No Bones
- Author: Anna Burns
- Language: English
- Publisher: Norton
- Publication date: May 1, 2001
- Publication place: Northern Ireland
- Pages: 272
- Awards: Winifred Holtby Memorial Prize (2001)
- ISBN: 0-393-32303-X

= No Bones =

2001 novel by Anna Burns

No Bones is a novel by Irish author Anna Burns, published in 2001 by Norton. Set in a small, Northern Irish community, it follows a young girl growing up during The Troubles.

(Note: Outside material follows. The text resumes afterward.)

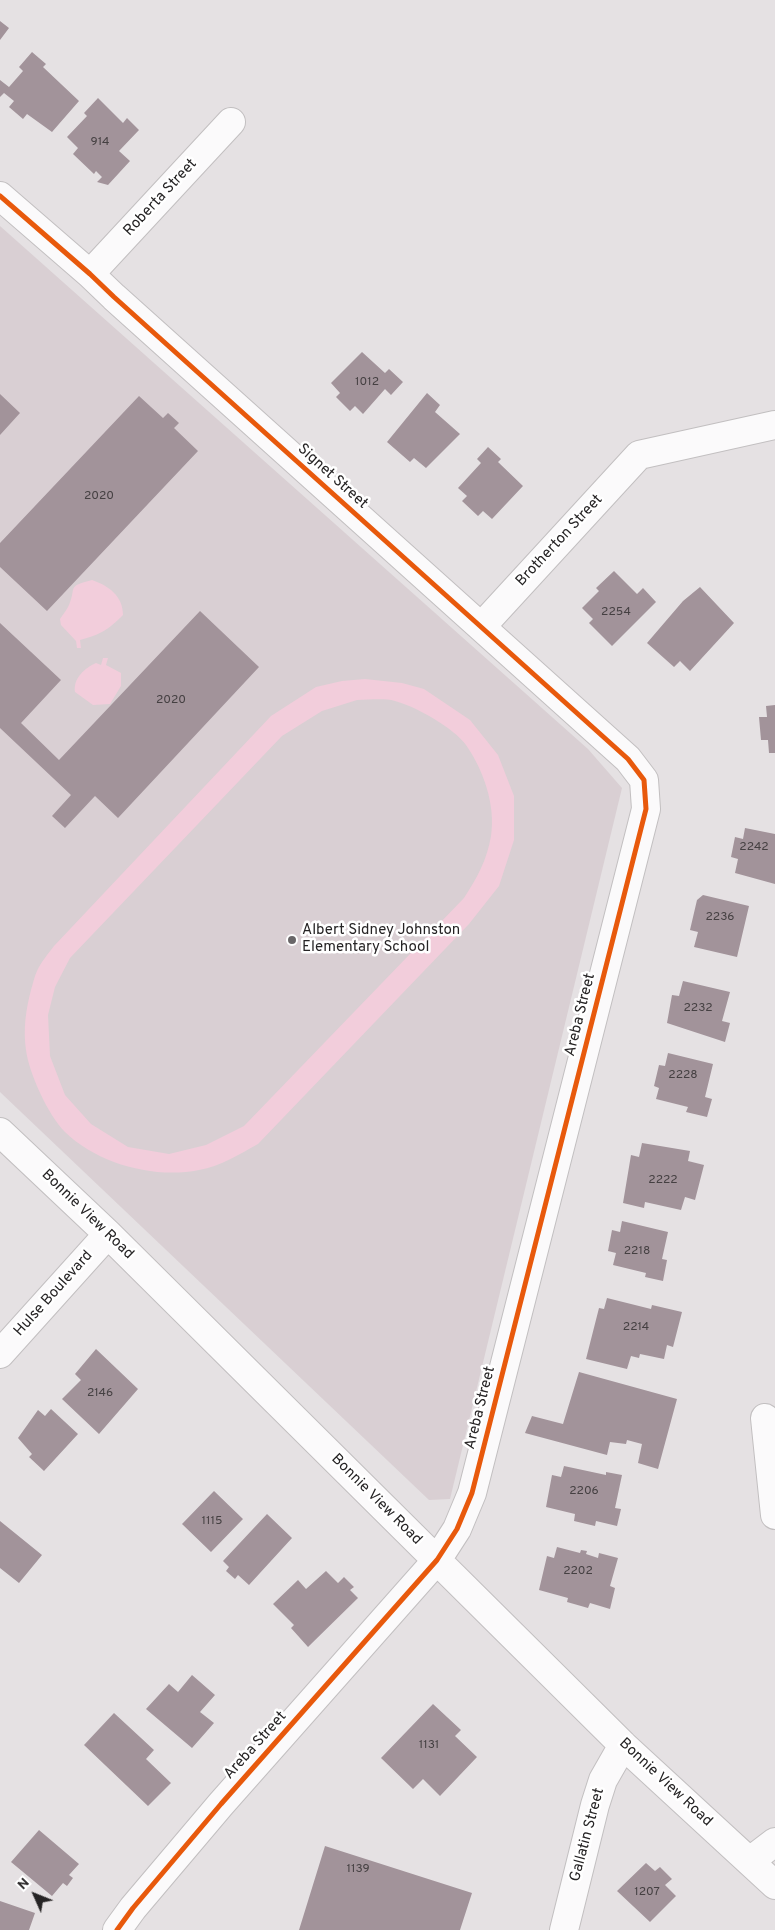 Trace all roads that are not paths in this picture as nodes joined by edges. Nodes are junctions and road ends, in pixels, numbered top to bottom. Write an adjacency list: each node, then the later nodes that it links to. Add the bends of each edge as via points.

The book received positive reviews from critics. It won the Winifred Holtby Memorial Prize and was shortlisted for the 2002 Women's Prize for Fiction.

==Summary==
Set in Ardoyne, the narrative follows Amelia, a young girl growing up during The Troubles.

==Reception==
No Bones received mostly positive reviews from critics. Kirkus Reviews described the book as "an unforgiving tale of the loss of innocence, for a girl and her country." Publishers Weekly gave a mixed review, praising the book's "early promise" but criticising the second half of the narrative.

In a retrospective review, The Irish Times described Burns' prose as "brilliant".

Booklist also reviewed the novel.

==Awards==
No Bones won the 2001 Winifred Holtby Memorial Prize.

It was shortlisted for the Women's Prize for Fiction in 2002.